Don't Worry-God Is There!

It was a beautiful California spring day, and all the kids on the block were having a great time playing baseball. All except Randy. He was usually the leader when it came to sports, but today he didn't feel like playing baseball. Or any other game. Last week Mom had gone away on a jetliner in a big hurry. Now she was home again, and had told Randy and his brothers and sister that Grand-Dad had passed away.

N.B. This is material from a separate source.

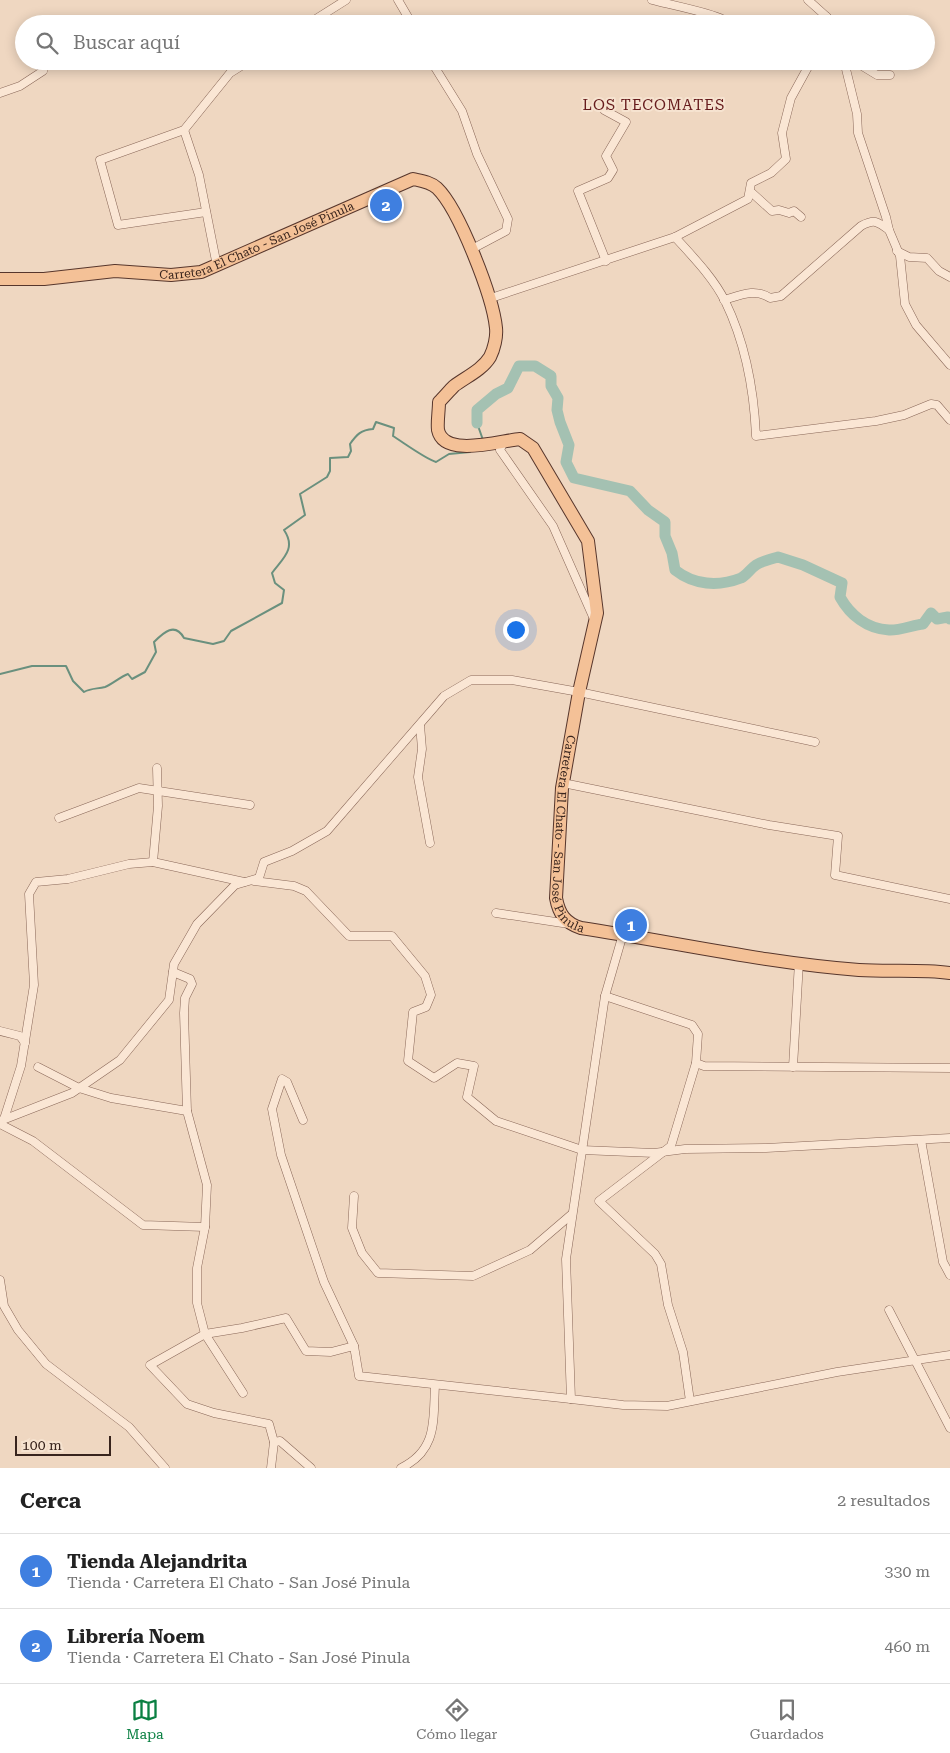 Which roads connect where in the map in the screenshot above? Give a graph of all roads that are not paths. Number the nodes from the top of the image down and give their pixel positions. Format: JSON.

Randy felt terribly upset. What happened to someone who passed on? He had never thought about life and death before, and it bothered him a lot. Besides, Grand-Dad Dad always been so full of fun. He knew so many funny songs to make children laugh. Randy didn't like thinking that Grand-Dad wouldn't be coming to California to visit anymore.

Randy just sat staring at the wall. Mom asked gently, "What's the matter? Why don't you want to play with the others?"

"I'm awfully worried about Grand-Dad. I wish I could see him. I know he's passed on, but that isn't the end of him. But I wish I knew if he's all right."

Just a few months earlier Mom had enrolled Randy and his brothers and their sister Linda in a Christian Science Sunday School. They were just beginning to learn that God is Life. It was all so new.

Mom said, "Randy, we haven't been studying Christian Science very long, but I know it has the answer to every problem. Why don't you go talk to Aunt Helen about this?" (Aunt Helen was a good friend of the family who had invited them to come to the Christian Science church.)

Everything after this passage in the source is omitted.